Once the app reached a certain level of complexity, my teammates started asking to work on peripheral features so as to play safely without introducing major bugs. This meant that by about day 4, I had taken over as principal engineer on the whole app, and my two teammates spent the remainder of the week on non-critical features which didn’t entirely make it into the finished product.
^^ Depending on your priorities, this could have been a misstep. On the one hand, I was happy to give my teammates a break, put on my headphones, and go full-throttle to deliver something that worked well, within the allotted timeframe. On the other hand, perhaps my teammates missed out on an important learning opportunity here. We valued product over process here, and maybe I should have insisted that my teammates fight through their bugs and learn more the hard way. Hard to say the best path there.

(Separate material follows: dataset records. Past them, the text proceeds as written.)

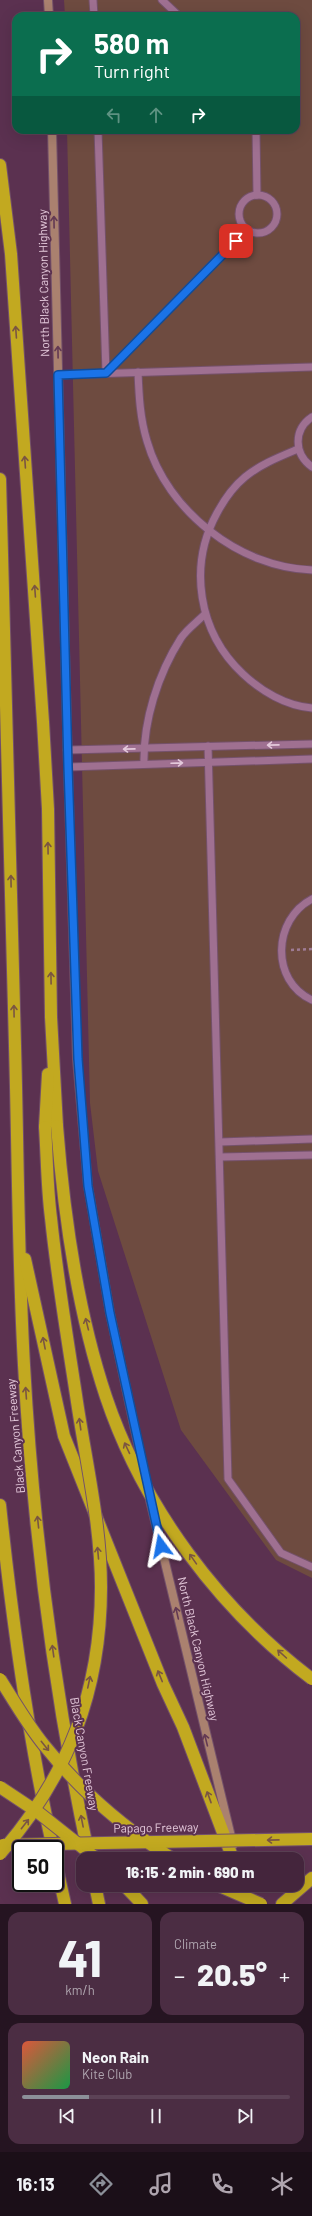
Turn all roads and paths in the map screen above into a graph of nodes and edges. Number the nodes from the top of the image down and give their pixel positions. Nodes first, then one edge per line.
1 (48, 0) edge
2 (93, 0) edge
3 (162, 0) edge
4 (49, 12) edge
5 (94, 12) edge
6 (175, 12) edge
7 (52, 134) edge
8 (98, 134) edge
9 (256, 134) edge
10 (0, 165) edge
11 (257, 195) junction
12 (246, 230) junction
13 (312, 367) edge
14 (138, 372) junction
15 (106, 373) junction
16 (58, 375) junction
17 (312, 417) edge
18 (298, 449) junction
19 (312, 467) edge
20 (0, 479) edge
21 (208, 530) junction
22 (312, 570) edge
23 (205, 614) junction
24 (312, 708) edge
25 (312, 744) edge
26 (208, 746) junction
27 (143, 748) junction
28 (67, 750) junction
29 (312, 759) edge
30 (208, 762) junction
31 (144, 764) junction
32 (68, 767) junction
33 (312, 899) edge
34 (312, 950) edge
35 (281, 951) junction
36 (312, 1000) edge
37 (51, 1017) junction
38 (312, 1139) edge
39 (220, 1142) junction
40 (312, 1155) edge
41 (220, 1157) junction
42 (19, 1230) junction
43 (0, 1505) edge
44 (312, 1567) edge
45 (0, 1679) edge
46 (312, 1679) edge
47 (0, 1787) edge
48 (312, 1839) edge
49 (51, 1840) edge
50 (0, 1845) edge
51 (88, 1852) edge
52 (88, 1852) edge
53 (162, 1852) edge
54 (232, 1852) edge
55 (233, 1852) edge
56 (0, 1854) edge
57 (312, 1878) edge
58 (62, 1892) edge
59 (96, 1892) edge
60 (131, 1892) edge
61 (233, 1892) edge
62 (245, 1892) edge
63 (140, 1901) edge
64 (65, 1904) edge
65 (99, 1904) edge
66 (248, 1904) edge
67 (261, 1904) edge
68 (282, 1904) edge

1 - 4 main road
2 - 5 lane
3 - 6 lane
16 -> 7 main road, North Black Canyon Highway
8 - 15 lane
9 - 11 lane
37 -> 10 highway
11 - 12 lane
11 - 12 lane
12 - 15 lane
13 - 14 lane
14 - 15 lane
14 - 21 lane
15 - 16 lane
16 - 28 main road, North Black Canyon Highway
17 - 18 lane
18 - 19 lane
18 - 21 lane
42 -> 20 highway, Black Canyon Freeway
21 - 22 lane
21 - 23 lane
23 - 24 lane
23 - 27 lane
25 -> 26 lane
26 - 27 lane
26 - 30 lane
27 -> 28 lane
27 - 31 lane
28 - 32 main road, North Black Canyon Highway
29 - 30 lane
31 -> 30 lane
30 - 39 lane
31 - 32 lane
55 -> 32 main road, North Black Canyon Highway
33 - 35 lane
34 - 35 path
35 - 36 lane
46 -> 37 highway, bridge
56 -> 37 highway, bridge
38 - 39 lane
39 - 41 lane
40 - 41 lane
41 - 44 lane
51 -> 42 highway, Black Canyon Freeway
54 -> 42 highway
43 - 49 highway, Black Canyon Freeway
45 -> 53 highway, bridge
47 - 52 highway, bridge
48 -> 50 highway, Papago Freeway, bridge
57 - 68 highway
58 - 64 highway
59 - 65 highway
60 - 63 highway
61 - 67 highway, bridge
62 - 66 main road

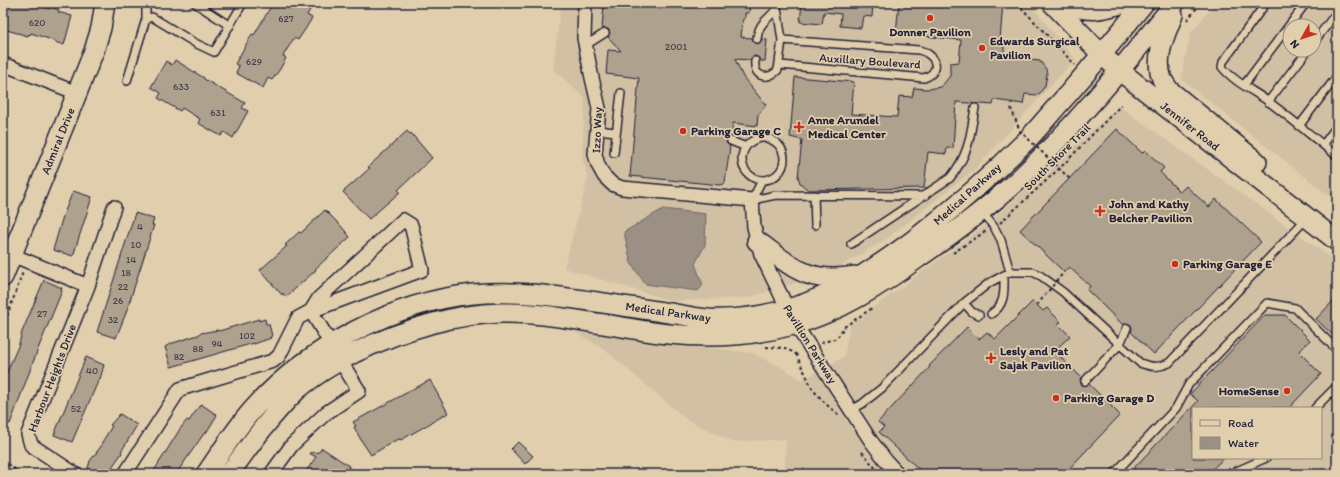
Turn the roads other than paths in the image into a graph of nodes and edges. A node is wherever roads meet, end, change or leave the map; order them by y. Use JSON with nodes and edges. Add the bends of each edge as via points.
{"nodes":[{"id":1,"x":106,"y":3,"type":"edge"},
{"id":2,"x":147,"y":3,"type":"edge"},
{"id":3,"x":195,"y":3,"type":"edge"},
{"id":4,"x":243,"y":3,"type":"edge"},
{"id":5,"x":585,"y":3,"type":"edge"},
{"id":6,"x":1052,"y":3,"type":"edge"},
{"id":7,"x":1067,"y":3,"type":"edge"},
{"id":8,"x":1125,"y":3,"type":"edge"},
{"id":9,"x":1144,"y":3,"type":"edge"},
{"id":10,"x":1175,"y":3,"type":"edge"},
{"id":11,"x":1179,"y":3,"type":"edge"},
{"id":12,"x":1266,"y":3,"type":"edge"},
{"id":13,"x":1306,"y":3,"type":"edge"},
{"id":14,"x":777,"y":6,"type":"edge"},
{"id":15,"x":1337,"y":12,"type":"edge"},
{"id":16,"x":146,"y":19,"type":"junction"},
{"id":17,"x":230,"y":26,"type":"junction"},
{"id":18,"x":1322,"y":32,"type":"edge"},
{"id":19,"x":605,"y":33,"type":"dead end"},
{"id":20,"x":757,"y":39,"type":"dead end"},
{"id":21,"x":782,"y":40,"type":"junction"},
{"id":22,"x":586,"y":45,"type":"junction"},
{"id":23,"x":1102,"y":55,"type":"junction"},
{"id":24,"x":1302,"y":58,"type":"edge"},
{"id":25,"x":755,"y":61,"type":"dead end"},
{"id":26,"x":3,"y":64,"type":"edge"},
{"id":27,"x":780,"y":65,"type":"junction"},
{"id":28,"x":1120,"y":70,"type":"junction"},
{"id":29,"x":1337,"y":76,"type":"edge"},
{"id":30,"x":127,"y":81,"type":"dead end"},
{"id":31,"x":1244,"y":85,"type":"junction"},
{"id":32,"x":77,"y":93,"type":"junction"},
{"id":33,"x":621,"y":93,"type":"dead end"},
{"id":34,"x":1268,"y":102,"type":"junction"},
{"id":35,"x":975,"y":108,"type":"dead end"},
{"id":36,"x":1299,"y":126,"type":"junction"},
{"id":37,"x":1337,"y":126,"type":"edge"},
{"id":38,"x":597,"y":130,"type":"junction"},
{"id":39,"x":616,"y":132,"type":"junction"},
{"id":40,"x":731,"y":141,"type":"dead end"},
{"id":41,"x":1323,"y":145,"type":"junction"},
{"id":42,"x":746,"y":147,"type":"junction"},
{"id":43,"x":614,"y":153,"type":"dead end"},
{"id":44,"x":1337,"y":156,"type":"edge"},
{"id":45,"x":762,"y":180,"type":"junction"},
{"id":46,"x":814,"y":195,"type":"junction"},
{"id":47,"x":925,"y":196,"type":"junction"},
{"id":48,"x":752,"y":200,"type":"junction"},
{"id":49,"x":114,"y":207,"type":"dead end"},
{"id":50,"x":982,"y":211,"type":"junction"},
{"id":51,"x":1307,"y":218,"type":"junction"},
{"id":52,"x":815,"y":225,"type":"dead end"},
{"id":53,"x":757,"y":241,"type":"junction"},
{"id":54,"x":1337,"y":241,"type":"edge"},
{"id":55,"x":851,"y":244,"type":"dead end"},
{"id":56,"x":7,"y":254,"type":"edge"},
{"id":57,"x":863,"y":274,"type":"junction"},
{"id":58,"x":1007,"y":274,"type":"junction"},
{"id":59,"x":3,"y":277,"type":"edge"},
{"id":60,"x":88,"y":286,"type":"junction"},
{"id":61,"x":964,"y":303,"type":"junction"},
{"id":62,"x":311,"y":311,"type":"junction"},
{"id":63,"x":991,"y":314,"type":"dead end"},
{"id":64,"x":979,"y":315,"type":"dead end"},
{"id":65,"x":791,"y":316,"type":"junction"},
{"id":66,"x":1128,"y":328,"type":"dead end"},
{"id":67,"x":1120,"y":344,"type":"junction"},
{"id":68,"x":1337,"y":350,"type":"edge"},
{"id":69,"x":336,"y":352,"type":"junction"},
{"id":70,"x":1085,"y":380,"type":"dead end"},
{"id":71,"x":1337,"y":386,"type":"edge"},
{"id":72,"x":1316,"y":407,"type":"edge"},
{"id":73,"x":847,"y":414,"type":"junction"},
{"id":74,"x":1264,"y":459,"type":"edge"},
{"id":75,"x":75,"y":474,"type":"edge"},
{"id":76,"x":125,"y":474,"type":"edge"},
{"id":77,"x":206,"y":474,"type":"edge"},
{"id":78,"x":229,"y":474,"type":"edge"},
{"id":79,"x":271,"y":474,"type":"edge"},
{"id":80,"x":898,"y":474,"type":"edge"},
{"id":81,"x":1114,"y":474,"type":"edge"},
{"id":82,"x":1230,"y":474,"type":"edge"}],
"edges":[{"from":1,"to":32,"type":"main road","name":"Admiral Drive","via":[[94,51]]},
{"from":2,"to":16,"type":"lane"},
{"from":3,"to":17,"type":"lane"},
{"from":4,"to":17,"type":"lane"},
{"from":5,"to":22,"type":"street","name":"Izzo Way"},
{"from":6,"to":23,"type":"main road","name":"Jennifer Road"},
{"from":7,"to":8,"type":"main road","via":[[1085,10],[1095,10]]},
{"from":9,"to":23,"type":"main road","name":"Medical Parkway"},
{"from":10,"to":28,"type":"main road","name":"Medical Parkway"},
{"from":11,"to":51,"type":"main road","via":[[1162,42],[1159,58],[1162,79],[1169,90],[1275,178]]},
{"from":12,"to":31,"type":"lane","via":[[1223,62],[1222,67]]},
{"from":13,"to":31,"type":"lane"},
{"from":14,"to":20,"type":"lane","via":[[772,15],[760,26]]},
{"from":14,"to":21,"type":"lane"},
{"from":15,"to":18,"type":"lane"},
{"from":16,"to":17,"type":"lane","via":[[152,17],[214,52]]},
{"from":16,"to":30,"type":"lane"},
{"from":19,"to":22,"type":"lane"},
{"from":21,"to":27,"type":"lane"},
{"from":21,"to":27,"type":"lane","name":"Auxillary Boulevard","via":[[919,50],[930,55],[935,69],[924,78]]},
{"from":22,"to":38,"type":"street","name":"Izzo Way","via":[[600,108]]},
{"from":23,"to":28,"type":"main road","name":"Jennifer Road"},
{"from":23,"to":57,"type":"main road","name":"Medical Parkway","via":[[1031,135],[985,179],[928,229],[894,255]]},
{"from":24,"to":34,"type":"lane"},
{"from":25,"to":27,"type":"lane","via":[[756,70],[765,77],[775,74]]},
{"from":26,"to":32,"type":"street"},
{"from":28,"to":50,"type":"main road","name":"Medical Parkway","via":[[1049,149]]},
{"from":28,"to":51,"type":"main road","name":"Jennifer Road"},
{"from":29,"to":36,"type":"lane"},
{"from":31,"to":34,"type":"lane"},
{"from":32,"to":56,"type":"main road","name":"Admiral Drive"},
{"from":33,"to":39,"type":"lane"},
{"from":34,"to":36,"type":"lane"},
{"from":35,"to":47,"type":"lane","via":[[968,147],[961,163],[950,178]]},
{"from":36,"to":41,"type":"lane"},
{"from":37,"to":41,"type":"lane"},
{"from":38,"to":39,"type":"lane"},
{"from":38,"to":48,"type":"street","name":"Izzo Way","via":[[595,154],[598,166],[612,184],[622,188]]},
{"from":39,"to":43,"type":"lane"},
{"from":40,"to":42,"type":"lane"},
{"from":41,"to":44,"type":"lane"},
{"from":42,"to":45,"type":"lane","via":[[743,166],[750,176]]},
{"from":42,"to":45,"type":"lane","via":[[753,141],[765,138],[776,143],[783,152],[784,166],[779,174],[774,178]]},
{"from":45,"to":48,"type":"lane"},
{"from":46,"to":47,"type":"lane"},
{"from":46,"to":48,"type":"lane","via":[[776,195]]},
{"from":46,"to":52,"type":"lane"},
{"from":47,"to":55,"type":"lane"},
{"from":48,"to":53,"type":"street","name":"Pavillion Parkway"},
{"from":49,"to":60,"type":"street","name":"Harbour Heights Drive"},
{"from":50,"to":58,"type":"lane","name":"Medical Parkway","via":[[1001,240]]},
{"from":50,"to":65,"type":"main road","name":"Medical Parkway","via":[[889,279],[858,298],[831,311]]},
{"from":51,"to":54,"type":"main road","name":"Jennifer Road"},
{"from":51,"to":67,"type":"lane","via":[[1169,363],[1160,367],[1150,367],[1140,363]]},
{"from":53,"to":57,"type":"main road","via":[[784,262],[807,274],[829,278]]},
{"from":53,"to":65,"type":"street","name":"Pavillion Parkway"},
{"from":56,"to":59,"type":"main road","name":"Admiral Drive"},
{"from":56,"to":60,"type":"street"},
{"from":57,"to":65,"type":"main road","name":"Medical Parkway"},
{"from":58,"to":61,"type":"lane","via":[[989,283]]},
{"from":58,"to":63,"type":"lane","name":"Medical Parkway","via":[[1001,304],[998,310]]},
{"from":58,"to":67,"type":"lane","via":[[1033,272],[1041,276],[1063,292]]},
{"from":60,"to":75,"type":"street","name":"Harbour Heights Drive","via":[[28,434],[31,445]]},
{"from":61,"to":64,"type":"lane","via":[[972,312]]},
{"from":61,"to":73,"type":"lane","via":[[882,388]]},
{"from":62,"to":62,"type":"street","via":[[319,298],[403,220],[411,225],[422,270]]},
{"from":62,"to":69,"type":"street"},
{"from":62,"to":76,"type":"street","via":[[298,318],[278,356],[272,361],[180,389]]},
{"from":65,"to":69,"type":"main road","name":"Medical Parkway","via":[[710,319],[565,297],[515,293],[474,294],[420,304],[368,325]]},
{"from":65,"to":73,"type":"street","name":"Pavillion Parkway"},
{"from":66,"to":67,"type":"lane"},
{"from":67,"to":70,"type":"lane"},
{"from":68,"to":81,"type":"lane","via":[[1295,308],[1267,302],[1189,384],[1176,408]]},
{"from":69,"to":77,"type":"main road","name":"Medical Parkway","via":[[308,360],[282,380],[255,406]]},
{"from":69,"to":78,"type":"main road","name":"Medical Parkway","via":[[322,370],[284,403]]},
{"from":69,"to":79,"type":"street","via":[[359,391],[326,413],[292,445]]},
{"from":71,"to":72,"type":"lane"},
{"from":73,"to":80,"type":"street","name":"Pavillion Parkway"},
{"from":74,"to":82,"type":"lane"}]}
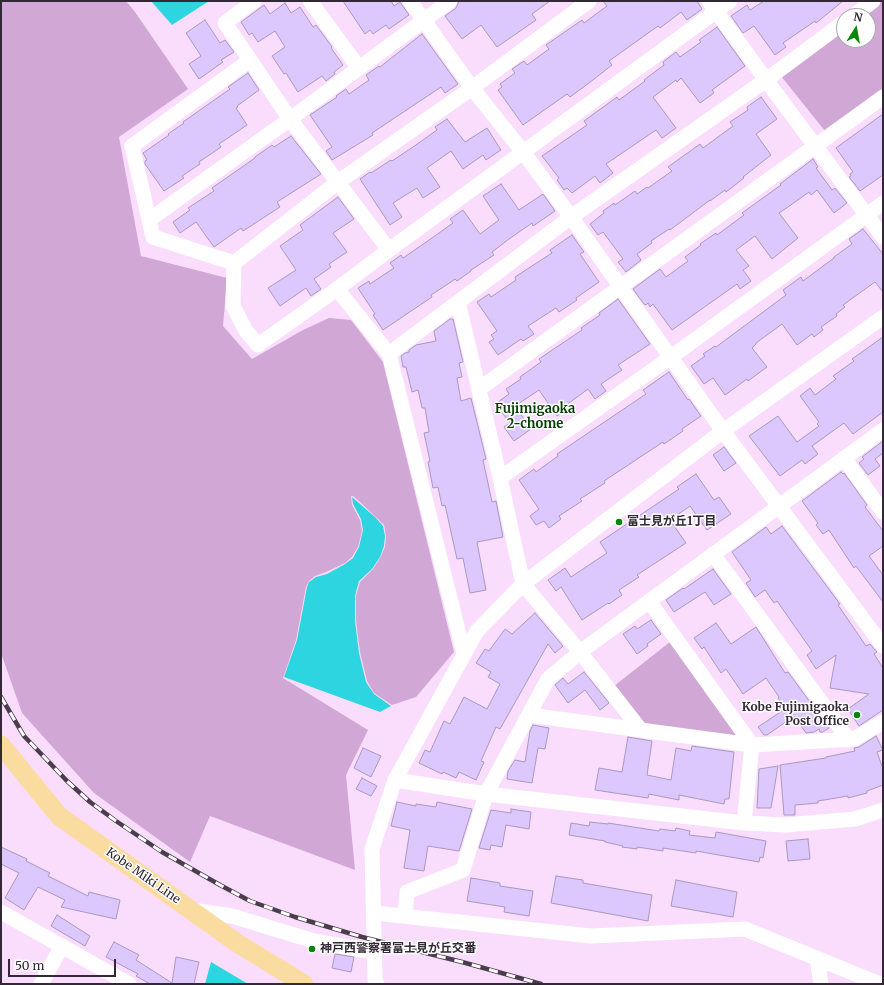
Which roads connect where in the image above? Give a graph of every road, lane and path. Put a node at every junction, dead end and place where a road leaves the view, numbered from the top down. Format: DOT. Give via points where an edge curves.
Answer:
graph roads {
  1 [pos="254,1"];
  2 [pos="310,1"];
  3 [pos="410,1"];
  4 [pos="450,1"];
  5 [pos="589,1"];
  6 [pos="730,1"];
  7 [pos="873,1"];
  8 [pos="713,6"];
  9 [pos="864,8"];
  10 [pos="424,20"];
  11 [pos="836,28"];
  12 [pos="250,60"];
  13 [pos="359,68"];
  14 [pos="766,80"];
  15 [pos="472,88"];
  16 [pos="883,97"];
  17 [pos="290,119"];
  18 [pos="815,146"];
  19 [pos="523,152"];
  20 [pos="338,182"];
  21 [pos="883,203"];
  22 [pos="866,215"];
  23 [pos="571,217"];
  24 [pos="149,220"];
  25 [pos="883,237"];
  26 [pos="389,250"];
  27 [pos="234,263"];
  28 [pos="620,286"];
  29 [pos="337,289"];
  30 [pos="458,302"];
  31 [pos="883,316"];
  32 [pos="389,354"];
  33 [pos="671,357"];
  34 [pos="479,389"];
  35 [pos="723,430"];
  36 [pos="883,430"];
  37 [pos="844,458"];
  38 [pos="500,478"];
  39 [pos="779,506"];
  40 [pos="883,512"];
  41 [pos="713,554"];
  42 [pos="523,584"];
  43 [pos="649,601"];
  44 [pos="883,646"];
  45 [pos="580,652"];
  46 [pos="464,654"];
  47 [pos="529,715"];
  48 [pos="883,722"];
  49 [pos="640,729"];
  50 [pos="849,740"];
  51 [pos="1,745"];
  52 [pos="752,745"];
  53 [pos="395,780"];
  54 [pos="486,794"];
  55 [pos="883,810"];
  56 [pos="744,823"];
  57 [pos="191,910"];
  58 [pos="1,912"];
  59 [pos="374,913"];
  60 [pos="406,916"];
  61 [pos="62,946"];
  62 [pos="374,952"];
  63 [pos="817,958"];
  64 [pos="41,984"];
  65 [pos="129,984"];
  66 [pos="304,984"];
  67 [pos="377,984"];
  68 [pos="821,984"];
  69 [pos="880,984"];
  1 -- 12 [label="street" via="225,23"];
  2 -- 13 [label="street"];
  3 -- 10 [label="street"];
  4 -- 10 [label="street"];
  5 -- 15 [label="street"];
  6 -- 8 [label="street"];
  7 -- 9 [label="street"];
  8 -- 14 [label="street"];
  8 -- 19 [label="street"];
  10 -- 13 [label="street"];
  10 -- 15 [label="street"];
  11 -- 14 [label="street"];
  12 -- 17 [label="street"];
  12 -- 24 [label="street" via="132,146"];
  13 -- 17 [label="street"];
  14 -- 18 [label="street"];
  14 -- 23 [label="street"];
  15 -- 19 [label="street"];
  15 -- 20 [label="street"];
  16 -- 18 [label="street"];
  17 -- 20 [label="street"];
  17 -- 24 [label="street"];
  18 -- 22 [label="street"];
  18 -- 28 [label="street"];
  19 -- 23 [label="street"];
  19 -- 26 [label="street"];
  20 -- 26 [label="street"];
  20 -- 27 [label="street"];
  21 -- 22 [label="street"];
  22 -- 25 [label="street"];
  22 -- 33 [label="street"];
  23 -- 28 [label="street"];
  23 -- 30 [label="street"];
  24 -- 27 [label="street" via="153,237"];
  26 -- 29 [label="street"];
  27 -- 29 [label="street" via="233,306 246,331 258,345"];
  28 -- 33 [label="street"];
  28 -- 34 [label="street"];
  29 -- 32 [label="street"];
  30 -- 32 [label="street"];
  30 -- 34 [label="street"];
  31 -- 35 [label="street"];
  32 -- 46 [label="street"];
  33 -- 35 [label="street"];
  33 -- 38 [label="street"];
  34 -- 38 [label="street"];
  35 -- 39 [label="street"];
  35 -- 42 [label="street"];
  36 -- 37 [label="street"];
  37 -- 39 [label="street"];
  37 -- 40 [label="street"];
  38 -- 42 [label="street"];
  39 -- 41 [label="street"];
  39 -- 44 [label="street"];
  41 -- 43 [label="street"];
  41 -- 50 [label="street"];
  42 -- 45 [label="street"];
  42 -- 46 [label="street" via="477,631"];
  43 -- 45 [label="street"];
  43 -- 52 [label="street"];
  45 -- 47 [label="street" via="548,679"];
  45 -- 49 [label="street"];
  46 -- 53 [label="street"];
  47 -- 49 [label="street"];
  47 -- 54 [label="street"];
  48 -- 50 [label="street"];
  49 -- 52 [label="street"];
  50 -- 52 [label="street"];
  51 -- 57 [label="main road, Kobe Miki Line" via="59,816"];
  52 -- 56 [label="street"];
  53 -- 54 [label="street"];
  53 -- 59 [label="street" via="372,849"];
  54 -- 56 [label="street"];
  54 -- 60 [label="street" via="463,870 407,892"];
  55 -- 56 [label="street" via="855,819 824,822 786,825"];
  57 -- 62 [label="street" via="232,916 314,941"];
  57 -- 66 [label="main road, Kobe Miki Line"];
  58 -- 61 [label="street"];
  59 -- 60 [label="street"];
  59 -- 62 [label="street"];
  60 -- 63 [label="street" via="591,936 745,929"];
  61 -- 64 [label="street"];
  61 -- 65 [label="street"];
  62 -- 67 [label="street"];
  63 -- 68 [label="street"];
  63 -- 69 [label="street"];
}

Suffice it to say, in the back half of the week I got the chance to go full-speed and ship a bunch of features, and my teammates got a chance to focus on learning over producing. At very worst, everyone got out of this week what he put into it, which is just as well.
Wrap up, and what’s next
Our presentation went great, insofar as we got a positive reaction and a lot of encouragement to keep up development of this idea.
So, sometime later this spring, if I find the time, I’m planning on rebuilding this from scratch with a single-page architecture … and probably a new name. This was merely a proof of concept — I doubt anybody would ever use this app alone because it’s clunky and just another app without a huge value proposition on its own.
Rather, with the next-gen rebuild, the idea will be to sit on top of other APIs like EventBrite and MeetUp. This way, our prospective users don’t have to do much to get started, and get some immediate value out of our core proposition. Should be an interesting exercise, at very least.